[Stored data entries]
Segment Open
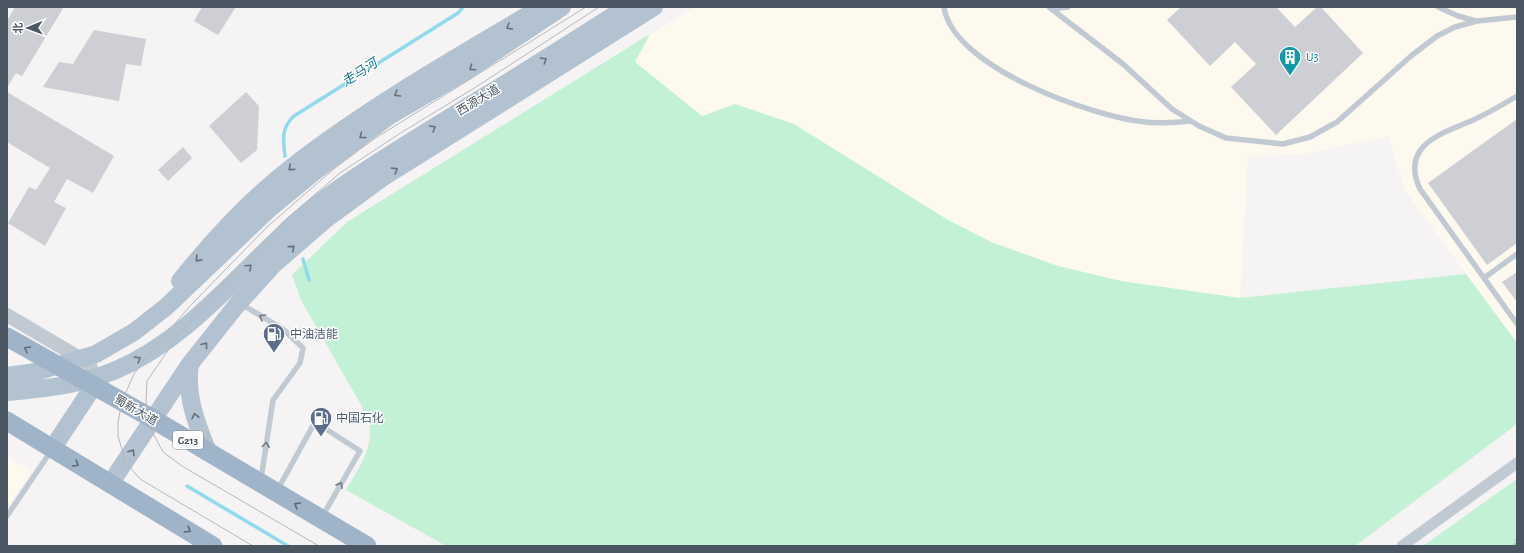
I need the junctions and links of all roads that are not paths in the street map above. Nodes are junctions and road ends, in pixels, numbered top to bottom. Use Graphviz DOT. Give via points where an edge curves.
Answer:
graph roads {
  1 [pos="542,7"];
  2 [pos="562,7"];
  3 [pos="627,7"];
  4 [pos="654,7"];
  5 [pos="944,7"];
  6 [pos="1068,7"];
  7 [pos="1438,7"];
  8 [pos="1050,8"];
  9 [pos="1517,17"];
  10 [pos="1477,21"];
  11 [pos="1517,96"];
  12 [pos="1192,121"];
  13 [pos="1517,254"];
  14 [pos="1484,278"];
  15 [pos="239,302"];
  16 [pos="7,315"];
  17 [pos="1517,324"];
  18 [pos="7,337"];
  19 [pos="190,364"];
  20 [pos="7,376"];
  21 [pos="93,387"];
  22 [pos="7,392"];
  23 [pos="153,420"];
  24 [pos="7,421"];
  25 [pos="52,449"];
  26 [pos="208,452"];
  27 [pos="1517,463"];
  28 [pos="110,484"];
  29 [pos="268,488"];
  30 [pos="7,516"];
  31 [pos="321,519"];
  32 [pos="214,546"];
  33 [pos="367,546"];
  34 [pos="1402,546"];
  1 -- 21 [label="main road, one-way" via="383,102 292,167 249,206 198,259"];
  2 -- 20 [label="main road, one-way" via="463,73 389,116 314,172 269,209 166,307 134,332 96,354 36,372"];
  22 -- 3 [label="main road, 西源大道, one-way" via="47,389 74,383 114,371 132,362 180,331 330,195 416,138"];
  15 -- 4 [label="main road, one-way" via="273,265 326,219 382,178"];
  5 -- 12 [label="lane" via="956,35 1014,79 1082,108 1145,122"];
  6 -- 8 [label="lane"];
  7 -- 10 [label="lane"];
  8 -- 12 [label="lane" via="1123,64 1172,109"];
  9 -- 10 [label="lane"];
  10 -- 12 [label="lane" via="1437,36 1337,122 1310,137 1283,144 1262,143 1226,138"];
  11 -- 14 [label="lane" via="1428,140 1419,152 1415,164 1415,178 1420,189"];
  13 -- 14 [label="lane"];
  14 -- 17 [label="lane"];
  19 -- 15 [label="main road, one-way"];
  29 -- 15 [label="lane, one-way" via="273,400 300,363 303,348 283,329"];
  16 -- 21 [label="street" via="90,364"];
  21 -- 18 [label="highway, 蜀新大道 / G213, one-way"];
  19 -- 23 [label="main road"];
  26 -- 19 [label="main road, one-way" via="190,393"];
  21 -- 23 [label="highway, 蜀新大道 / G213"];
  21 -- 25 [label="main road"];
  23 -- 26 [label="highway, 蜀新大道 / G213"];
  28 -- 23 [label="main road, one-way"];
  24 -- 25 [label="highway"];
  25 -- 28 [label="highway, one-way"];
  25 -- 30 [label="lane"];
  26 -- 29 [label="highway, 蜀新大道 / G213"];
  27 -- 34 [label="street"];
  28 -- 32 [label="highway, one-way"];
  31 -- 29 [label="highway, 蜀新大道 / G213, one-way"];
  31 -- 29 [label="lane, one-way" via="360,450 315,422"];
  31 -- 33 [label="highway, 蜀新大道 / G213"];
}
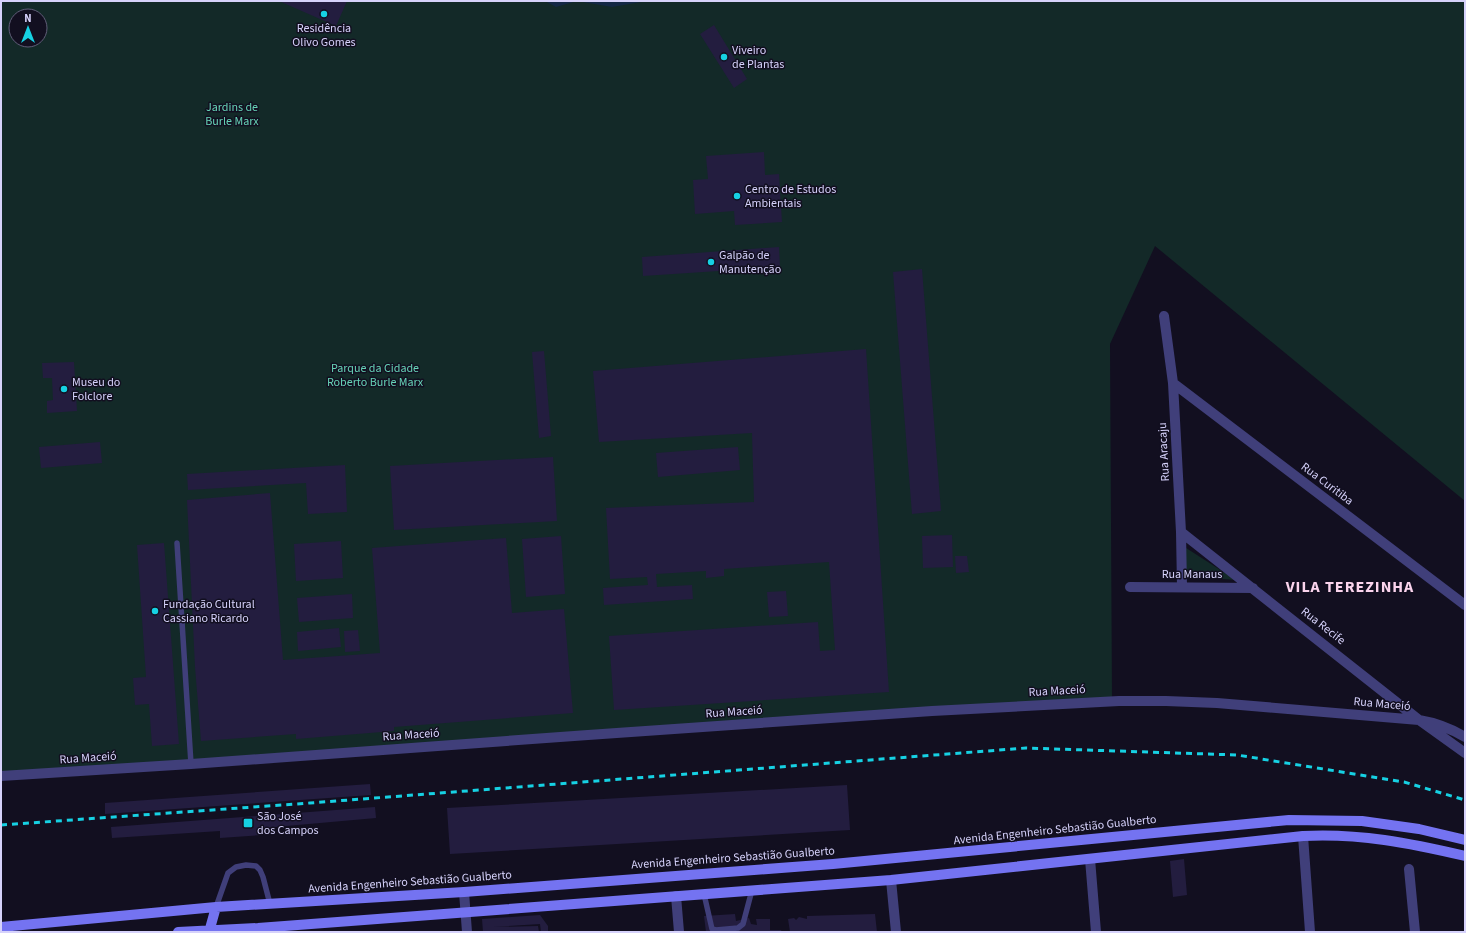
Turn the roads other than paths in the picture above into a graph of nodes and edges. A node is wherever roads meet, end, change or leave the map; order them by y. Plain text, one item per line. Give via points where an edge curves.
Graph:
1 (1164, 316) dead end
2 (1173, 383) junction
3 (1181, 532) junction
4 (177, 543) dead end
5 (1130, 587) dead end
6 (1182, 587) junction
7 (1253, 588) junction
8 (1465, 605) edge
9 (1419, 720) junction
10 (1465, 737) edge
11 (1465, 753) edge
12 (191, 764) junction
13 (1, 776) edge
14 (1303, 836) junction
15 (1465, 840) edge
16 (1465, 856) edge
17 (1090, 859) junction
18 (1409, 869) dead end
19 (891, 880) junction
20 (752, 890) junction
21 (464, 892) junction
22 (704, 894) junction
23 (676, 896) junction
24 (270, 904) junction
25 (216, 907) junction
26 (466, 912) junction
27 (1, 927) edge
28 (258, 930) edge
29 (210, 931) edge
30 (178, 932) edge
31 (467, 932) edge
32 (679, 932) edge
33 (896, 932) edge
34 (1096, 932) edge
35 (1310, 932) edge
36 (1415, 932) edge

1 - 2 street, Rua Aracaju
2 - 3 street, Rua Aracaju
2 - 8 street, Rua Curitiba
3 - 6 street, Rua Aracaju
3 - 7 street, Rua Recife
4 - 12 lane
5 - 6 street, Rua Manaus
6 - 7 street, Rua Manaus
7 - 9 street, Rua Recife
9 - 10 street, Rua Maceió via 1437,723
9 - 11 street, Rua Recife
9 - 12 street, Rua Maceió via 1217,703 1119,701 588,734
12 - 13 street, Rua Maceió
14 - 16 main road via 1368,837
14 - 17 main road
14 - 35 street
15 - 21 main road, Avenida Engenheiro Sebastião Gualberto via 1419,829 1362,821 1289,820 833,864
17 - 19 main road
17 - 34 street
18 - 36 street
19 - 20 main road
19 - 33 street
20 - 22 main road
20 - 22 lane via 743,924 738,928 716,930 712,929
21 - 24 main road, Avenida Engenheiro Sebastião Gualberto
21 - 26 street
22 - 23 main road
23 - 26 main road
23 - 32 street
24 - 25 main road, Avenida Engenheiro Sebastião Gualberto
24 - 25 lane via 260,870 256,866 246,865 236,867 228,873
25 - 27 main road, Avenida Engenheiro Sebastião Gualberto
25 - 29 main road
26 - 28 main road
26 - 31 street
28 - 29 main road
29 - 30 main road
Segment Closed
Show the lines of the records that contain the word "above".

I need the junctions and links of all roads that are not paths in the street map above. Nodes are junctions and road ends, in pixels, numbered top to bottom. Use Graphviz DOT. Give via points where an edge curves.
Turn the roads other than paths in the picture above into a graph of nodes and edges. A node is wherever roads meet, end, change or leave the map; order them by y. Plain text, one item per line. Give via points where an edge curves.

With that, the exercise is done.